Top of RECORDS SUPPLIED

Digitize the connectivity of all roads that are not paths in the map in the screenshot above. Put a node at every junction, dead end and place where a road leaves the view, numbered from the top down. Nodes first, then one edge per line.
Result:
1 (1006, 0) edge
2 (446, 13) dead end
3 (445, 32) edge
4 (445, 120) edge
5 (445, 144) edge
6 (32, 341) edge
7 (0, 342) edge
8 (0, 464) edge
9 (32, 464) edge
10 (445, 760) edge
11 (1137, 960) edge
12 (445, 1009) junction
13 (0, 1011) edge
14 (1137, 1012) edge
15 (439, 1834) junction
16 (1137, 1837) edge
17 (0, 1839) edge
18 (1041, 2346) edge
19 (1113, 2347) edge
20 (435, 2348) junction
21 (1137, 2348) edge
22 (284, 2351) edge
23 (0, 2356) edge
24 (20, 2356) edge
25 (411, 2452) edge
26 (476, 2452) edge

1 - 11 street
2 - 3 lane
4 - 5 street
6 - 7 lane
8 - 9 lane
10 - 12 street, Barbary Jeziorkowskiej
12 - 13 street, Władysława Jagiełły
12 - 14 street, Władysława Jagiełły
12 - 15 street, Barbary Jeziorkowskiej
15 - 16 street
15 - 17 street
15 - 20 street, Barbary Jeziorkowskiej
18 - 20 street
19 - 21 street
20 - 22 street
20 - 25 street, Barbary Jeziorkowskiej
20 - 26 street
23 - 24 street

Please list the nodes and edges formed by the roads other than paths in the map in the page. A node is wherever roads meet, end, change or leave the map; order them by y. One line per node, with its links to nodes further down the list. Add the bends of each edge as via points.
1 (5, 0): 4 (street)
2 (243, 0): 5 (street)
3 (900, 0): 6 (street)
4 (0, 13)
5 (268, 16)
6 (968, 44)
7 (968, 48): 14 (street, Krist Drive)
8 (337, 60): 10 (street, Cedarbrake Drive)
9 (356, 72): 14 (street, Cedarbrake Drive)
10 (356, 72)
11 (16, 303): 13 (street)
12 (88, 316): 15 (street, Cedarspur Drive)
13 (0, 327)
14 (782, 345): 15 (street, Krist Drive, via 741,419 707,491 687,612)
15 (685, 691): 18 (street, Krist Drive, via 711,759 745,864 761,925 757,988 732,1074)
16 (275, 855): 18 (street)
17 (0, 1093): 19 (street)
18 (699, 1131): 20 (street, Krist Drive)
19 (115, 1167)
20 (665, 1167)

Bottom of RECORDS SUPPLIED

Nothing in the data above may be skipped; repeat it all exactly.

Digitize the connectivity of all roads that are not paths in the map in the screenshot above. Put a node at every junction, dead end and place where a road leaves the view, numbered from the top down. Nodes first, then one edge per line.
Result:
1 (1006, 0) edge
2 (446, 13) dead end
3 (445, 32) edge
4 (445, 120) edge
5 (445, 144) edge
6 (32, 341) edge
7 (0, 342) edge
8 (0, 464) edge
9 (32, 464) edge
10 (445, 760) edge
11 (1137, 960) edge
12 (445, 1009) junction
13 (0, 1011) edge
14 (1137, 1012) edge
15 (439, 1834) junction
16 (1137, 1837) edge
17 (0, 1839) edge
18 (1041, 2346) edge
19 (1113, 2347) edge
20 (435, 2348) junction
21 (1137, 2348) edge
22 (284, 2351) edge
23 (0, 2356) edge
24 (20, 2356) edge
25 (411, 2452) edge
26 (476, 2452) edge

1 - 11 street
2 - 3 lane
4 - 5 street
6 - 7 lane
8 - 9 lane
10 - 12 street, Barbary Jeziorkowskiej
12 - 13 street, Władysława Jagiełły
12 - 14 street, Władysława Jagiełły
12 - 15 street, Barbary Jeziorkowskiej
15 - 16 street
15 - 17 street
15 - 20 street, Barbary Jeziorkowskiej
18 - 20 street
19 - 21 street
20 - 22 street
20 - 25 street, Barbary Jeziorkowskiej
20 - 26 street
23 - 24 street

Please list the nodes and edges formed by the roads other than paths in the map in the page. A node is wherever roads meet, end, change or leave the map; order them by y. One line per node, with its links to nodes further down the list. Add the bends of each edge as via points.
1 (5, 0): 4 (street)
2 (243, 0): 5 (street)
3 (900, 0): 6 (street)
4 (0, 13)
5 (268, 16)
6 (968, 44)
7 (968, 48): 14 (street, Krist Drive)
8 (337, 60): 10 (street, Cedarbrake Drive)
9 (356, 72): 14 (street, Cedarbrake Drive)
10 (356, 72)
11 (16, 303): 13 (street)
12 (88, 316): 15 (street, Cedarspur Drive)
13 (0, 327)
14 (782, 345): 15 (street, Krist Drive, via 741,419 707,491 687,612)
15 (685, 691): 18 (street, Krist Drive, via 711,759 745,864 761,925 757,988 732,1074)
16 (275, 855): 18 (street)
17 (0, 1093): 19 (street)
18 (699, 1131): 20 (street, Krist Drive)
19 (115, 1167)
20 (665, 1167)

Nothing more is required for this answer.